Surprised by leftist rhetoric? Look closer at the climate movement
Millions of Americans were horrified when Charlie Kirk was murdered in cold blood. Then came an even bigger shock: large numbers of people celebrated his death and danced on his grave.
Sickening as it is, this shouldn’t surprise anyone. The left has long harbored—or at least tolerated—an anti-human streak, and nowhere is it more visible than in its radical environmental wing.
Leftwing misanthropy rears its ugly head when it comes to issues like abortion, euthanasia, and criticizing the traditional family. But radical environmentalism carries the same core belief: human beings are the problem. If we just had fewer human beings doing less, the idea goes, the world would be a better place.
Radical environmentalists preach the gospel of demographic decline, arguing that having fewer children cuts carbon more than a lifetime of bike riding and composting. Some environmentalists made the not-so-subtle point that thanks to the death and lockdowns of COVID-19, “nature is healing.” One recent study found that environmental activists, consumed by their mission, often tend to “manipulate and deceive others” and demonstrate “callousness” and “lack of empathy.” When saving the planet is the goal, who has time for people’s feelings?
The logic is clear: humans are the problem. Not the behavior of industry or the pace of innovation—but people themselves.
Of course, that doesn’t mean environmental activists have their fingers on a trigger. Thinking the world would be better off with fewer people doesn’t make one a killer. But a movement that treats human beings as the enemy breeds a mindset where life itself can be dismissed, devalued, or even cheered when lost.

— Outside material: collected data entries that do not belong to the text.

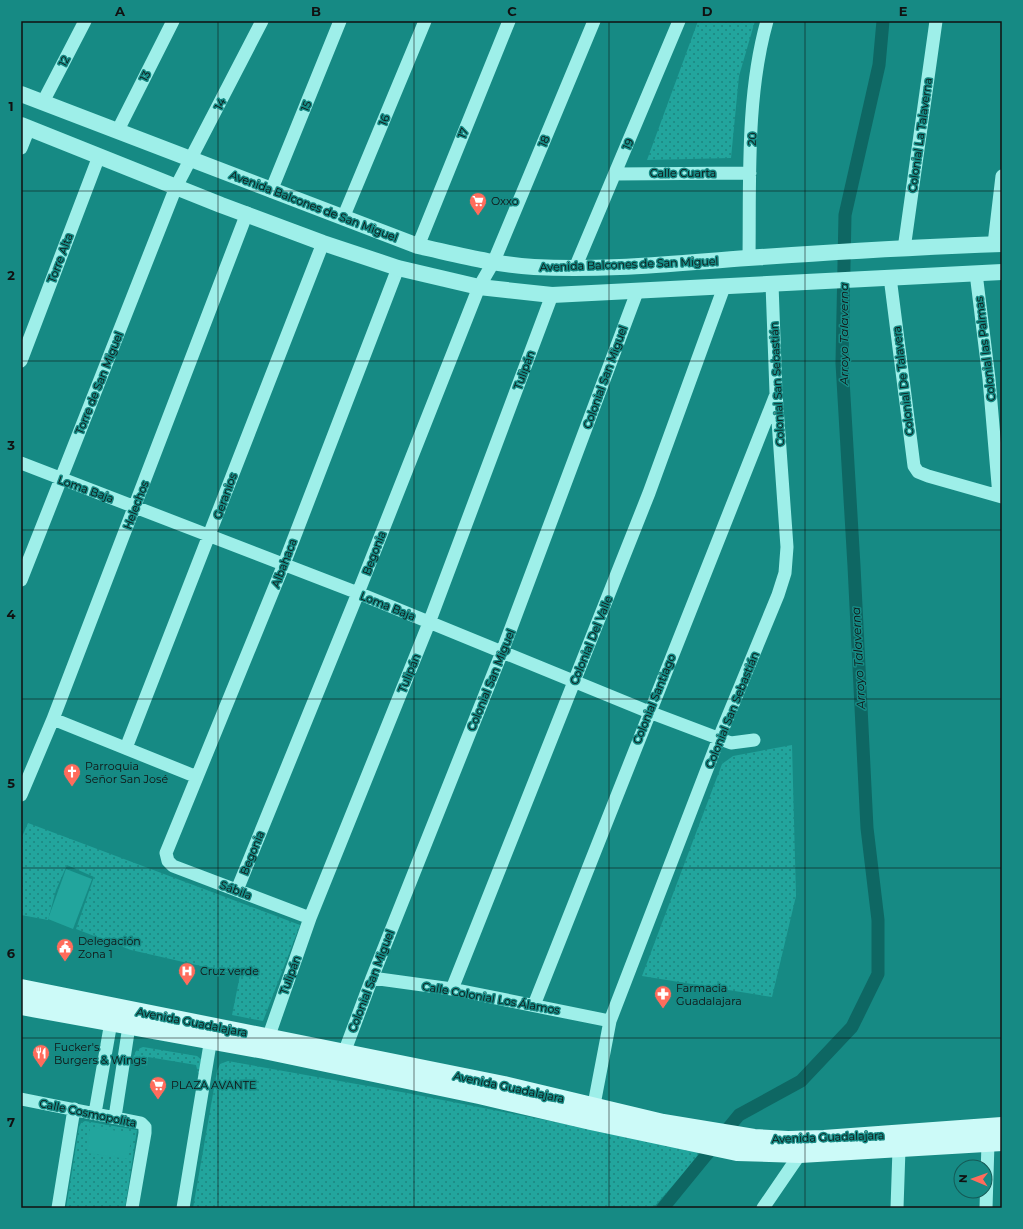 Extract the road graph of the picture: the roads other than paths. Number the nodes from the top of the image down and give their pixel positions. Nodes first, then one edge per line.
1 (85, 21) edge
2 (173, 21) edge
3 (262, 21) edge
4 (340, 21) edge
5 (425, 21) edge
6 (509, 21) edge
7 (594, 21) edge
8 (679, 21) edge
9 (768, 21) edge
10 (936, 21) edge
11 (21, 94) edge
12 (43, 102) junction
13 (25, 126) edge
14 (118, 130) junction
15 (21, 148) edge
16 (99, 156) junction
17 (191, 159) junction
18 (750, 173) junction
19 (616, 174) junction
20 (1002, 176) edge
21 (176, 186) junction
22 (271, 191) junction
23 (247, 214) junction
24 (343, 218) junction
25 (323, 243) junction
26 (998, 244) edge
27 (418, 246) junction
28 (904, 248) junction
29 (749, 258) junction
30 (494, 261) junction
31 (398, 268) junction
32 (575, 268) junction
33 (1002, 272) edge
34 (976, 273) junction
35 (883, 277) junction
36 (772, 284) junction
37 (479, 287) junction
38 (724, 288) junction
39 (637, 292) junction
40 (552, 295) junction
41 (21, 360) edge
42 (776, 393) junction
43 (21, 464) edge
44 (61, 480) junction
45 (1000, 496) edge
46 (135, 507) junction
47 (210, 537) junction
48 (284, 564) junction
49 (21, 580) edge
50 (358, 594) junction
51 (429, 622) junction
52 (502, 652) junction
53 (575, 681) junction
54 (649, 712) junction
55 (53, 720) junction
56 (719, 738) junction
57 (754, 740) dead end
58 (126, 748) junction
59 (197, 777) junction
60 (21, 795) edge
61 (166, 857) joint
62 (237, 890) junction
63 (310, 918) junction
64 (372, 978) junction
65 (21, 988) edge
66 (452, 989) junction
67 (534, 1005) junction
68 (21, 1006) edge
69 (103, 1016) junction
70 (610, 1021) junction
71 (129, 1026) junction
72 (212, 1033) junction
73 (266, 1044) junction
74 (341, 1059) junction
75 (21, 1099) edge
76 (74, 1109) junction
77 (95, 1113) junction
78 (592, 1114) junction
79 (114, 1117) junction
80 (1002, 1126) edge
81 (995, 1142) edge
82 (898, 1149) junction
83 (800, 1154) junction
84 (58, 1208) edge
85 (132, 1208) edge
86 (183, 1208) edge
87 (763, 1208) edge
88 (897, 1208) edge
89 (986, 1208) edge

1 - 12 street, 12
2 - 14 street, 13
3 - 17 street, 14
4 - 22 street, 15
5 - 24 street, 16
6 - 27 street, 17
7 - 30 street, 18
8 - 19 street, 19
9 - 18 street, 20
10 - 28 street, Colonial La Talaverna
11 - 12 street, Avenida Balcones de San Miguel
12 - 14 street, Avenida Balcones de San Miguel
13 - 15 street
13 - 16 street
14 - 17 street, Avenida Balcones de San Miguel
16 - 21 street
16 - 41 street, Torre Alta
17 - 21 street, 14
17 - 22 street, Avenida Balcones de San Miguel
18 - 19 street, Calle Cuarta
18 - 29 street, 20
19 - 32 street, 19
20 - 26 street
21 - 23 street
21 - 44 street, Torre de San Miguel
22 - 24 street, Avenida Balcones de San Miguel
23 - 25 street
23 - 46 street, Helechos
24 - 27 street, Avenida Balcones de San Miguel
25 - 31 street
25 - 47 street, Geranios
26 - 28 street, Avenida Balcones de San Miguel
27 - 30 street, Avenida Balcones de San Miguel
28 - 29 street, Avenida Balcones de San Miguel
29 - 32 street, Avenida Balcones de San Miguel
30 - 32 street, Avenida Balcones de San Miguel
30 - 37 street, Begonia
31 - 37 street
31 - 48 street, Albahaca
33 - 34 street
34 - 35 street
34 - 45 street, Colonial las Palmas
35 - 36 street
35 - 45 street, Colonial De Talavera
36 - 38 street
36 - 42 street, Colonial San Sebastián
37 - 40 street
37 - 50 street, Begonia
38 - 39 street
38 - 53 street, Colonial Del Valle
39 - 40 street
39 - 52 street, Colonial San Miguel
40 - 51 street, Tulipán
42 - 54 street, Colonial Santiago
42 - 56 street, Colonial San Sebastián
43 - 44 street, Loma Baja
44 - 46 street, Loma Baja
44 - 49 street, Torre de San Miguel
46 - 47 street, Loma Baja
46 - 55 street, Helechos
47 - 48 street, Loma Baja
47 - 58 street, Geranios
48 - 50 street, Loma Baja
48 - 59 street, Albahaca
50 - 51 street, Loma Baja
50 - 62 street, Begonia
51 - 52 street, Loma Baja
51 - 63 street, Tulipán
52 - 53 street, Loma Baja
52 - 64 street, Colonial San Miguel
53 - 54 street, Loma Baja
53 - 66 street, Colonial Del Valle
54 - 56 street, Loma Baja
54 - 67 street, Colonial Santiago
55 - 58 street
55 - 60 street, Helechos
56 - 57 street, Loma Baja
56 - 70 street, Colonial San Sebastián
58 - 59 street
59 - 61 street, Albahaca
61 - 62 street, Sábila
62 - 63 street, Sábila
63 - 73 street, Tulipán
64 - 66 street, Calle Colonial Los Álamos
64 - 74 street, Colonial San Miguel
65 - 69 main road, Avenida Guadalajara
66 - 67 street, Calle Colonial Los Álamos
67 - 70 street, Calle Colonial Los Álamos
68 - 69 main road, Avenida Guadalajara
69 - 71 main road, Avenida Guadalajara
69 - 72 main road, Avenida Guadalajara
69 - 77 street
70 - 78 street, Colonial San Sebastián
71 - 72 main road, Avenida Guadalajara
71 - 79 street
72 - 73 main road, Avenida Guadalajara
72 - 86 street
73 - 74 main road, Avenida Guadalajara
74 - 78 main road, Avenida Guadalajara
75 - 76 street, Calle Cosmopolita
76 - 77 street, Calle Cosmopolita
76 - 84 street
77 - 79 street, Calle Cosmopolita
78 - 80 main road, Avenida Guadalajara
78 - 83 main road, Avenida Guadalajara
79 - 85 street, Calle Cosmopolita
81 - 82 main road, Avenida Guadalajara
81 - 89 street
82 - 83 main road, Avenida Guadalajara
82 - 88 street
83 - 87 street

How do you get so many people celebrating the death of Charlie Kirk? You get it in a movement that finds an environmental bright side to a deadly pandemic, that sees people as problems to be overcome, and that holds up abortion as a win for the earth. To too many, life becomes unwelcome when, in their opinion, that life starts causing more harm than good.

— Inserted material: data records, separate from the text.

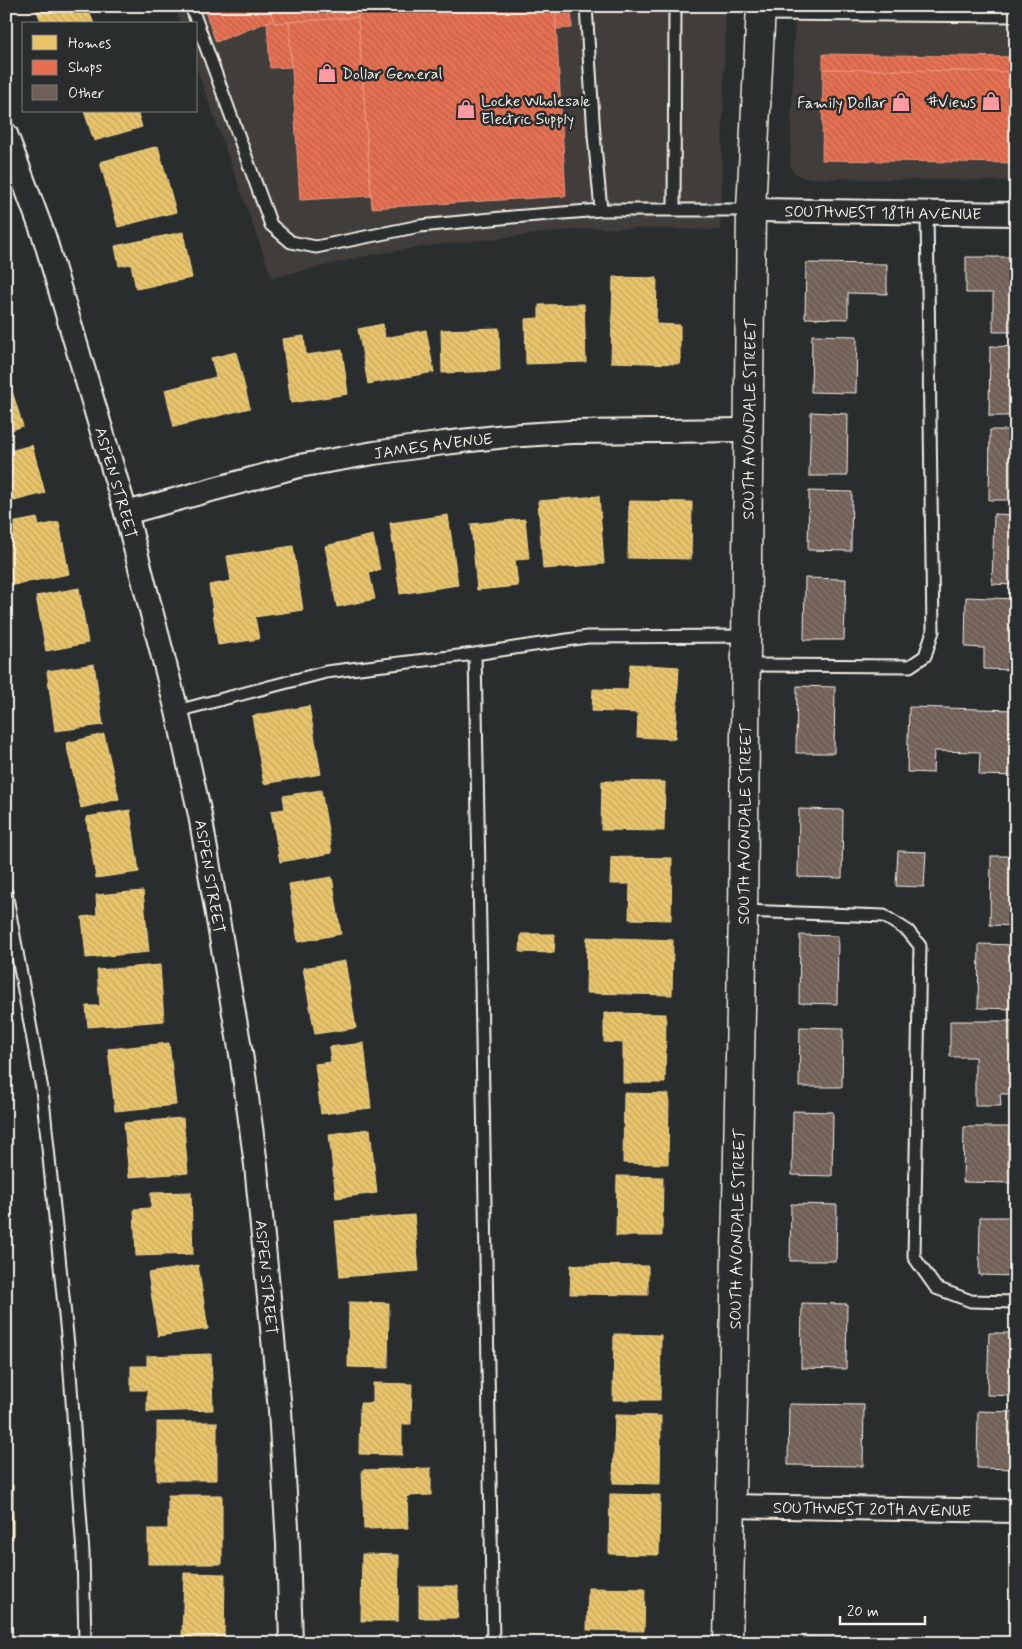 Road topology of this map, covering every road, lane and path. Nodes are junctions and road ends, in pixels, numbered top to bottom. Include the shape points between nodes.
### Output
1 (191, 6) edge
2 (586, 6) edge
3 (675, 6) edge
4 (761, 10) edge
5 (991, 11) edge
6 (1016, 16) edge
7 (197, 22) edge
8 (198, 25) edge
9 (6, 134) edge
10 (674, 209) junction
11 (601, 210) junction
12 (751, 210) junction
13 (927, 213) junction
14 (1016, 214) edge
15 (748, 430) junction
16 (126, 513) junction
17 (745, 636) junction
18 (476, 654) junction
19 (745, 664) junction
20 (177, 711) junction
21 (6, 892) edge
22 (742, 911) junction
23 (1016, 1302) edge
24 (730, 1506) junction
25 (1016, 1511) edge
26 (85, 1643) edge
27 (291, 1643) edge
28 (493, 1643) edge
29 (728, 1643) edge

1 - 7 lane
2 - 11 lane
3 - 10 lane
4 - 5 lane
4 - 12 main road, SOUTH AVONDALE STREET
5 - 6 lane
8 - 11 lane via 271,225 290,242 316,247 420,226
9 - 16 street, ASPEN STREET via 47,244
10 - 11 lane
10 - 12 lane
12 - 13 street, SOUTHWEST 18TH AVENUE
12 - 15 main road, SOUTH AVONDALE STREET
13 - 14 street, SOUTHWEST 18TH AVENUE
13 - 19 lane via 933,631 925,656 910,666
15 - 16 street, JAMES AVENUE via 571,432 444,443 299,466
15 - 17 main road, SOUTH AVONDALE STREET
16 - 20 street, ASPEN STREET
17 - 18 lane via 587,637
17 - 19 main road, SOUTH AVONDALE STREET
18 - 20 lane via 326,672
18 - 28 lane
19 - 22 main road, SOUTH AVONDALE STREET
20 - 27 street, ASPEN STREET via 219,920 256,1165 280,1410
21 - 26 lane via 42,1089 68,1345 83,1553
22 - 23 lane via 884,916 908,930 920,946 914,1257 936,1288 971,1301
22 - 24 main road, SOUTH AVONDALE STREET
24 - 25 street, SOUTHWEST 20TH AVENUE
24 - 29 main road, SOUTH AVONDALE STREET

The result of this line of thinking brought to its logical conclusion is the despicable display recently put on by prominent University of Pennsylvania professor Michael Mann.
Despite being one of the most prominent climate “experts” with a perch in the lofty heights of the Ivy League, Mann callously wrote after Kirk’s assassination that “the white on white violence has gotten out of hand” and retweeted a post calling Kirk “the head of Trump’s Hitler Youth.”
Mann has long blurred the line between science and politics. In fact, his fierce partisanship has actually been a significant obstacle to common-sense bipartisan action. Yet few conservatives noticed his tirades because most ignore the climate issue entirely. It took Mann mocking the murder of a free speech activist for the general public to finally wake up to his radicalism.
Yet Mann isn’t just morally reckless; he’s factually wrong. A review of 1,500 climate policies found that his preferred approach of top-down government regulation fails, while free market solutions actually reduce carbon emissions. President Trump’s pro-energy policies and embrace of cleaner natural gas helped cut carbon emissions to the lowest level in 25 years in his first term. President Trump is also laser-focused on holding China accountable for its economic practices. China is the world’s foremost polluter, yet this appears to be an “inconvenient truth” for environmentalists on the Left.
Sadly, the activists on the environmental left seem immune to the facts. Or, maybe, they just haven’t heard them.
Radical environmentalists like Michael Mann are organizing, teaching, and shaping the next generation in ways that are anti-human, anti-freedom, and anti-Western. Thus far, they’ve done so unopposed. But conservatives can’t continue to cede this battlefield.
If we want to effectively combat leftwing misanthropy, we must engage in the climate debate—and we must offer a hopeful counterpoint to the left’s dark narratives, wherever they take hold.
No matter what many of the left seem to believe, people aren’t the problem. In fact, if Charlie Kirk’s life proved anything, it’s that even one person can change the world for the better.
Chris Johnson is President and Co-Founder of the American Energy Leadership Institute, a conservative energy policy research and advocacy organization working to ensure America leads and dominates the 21st century.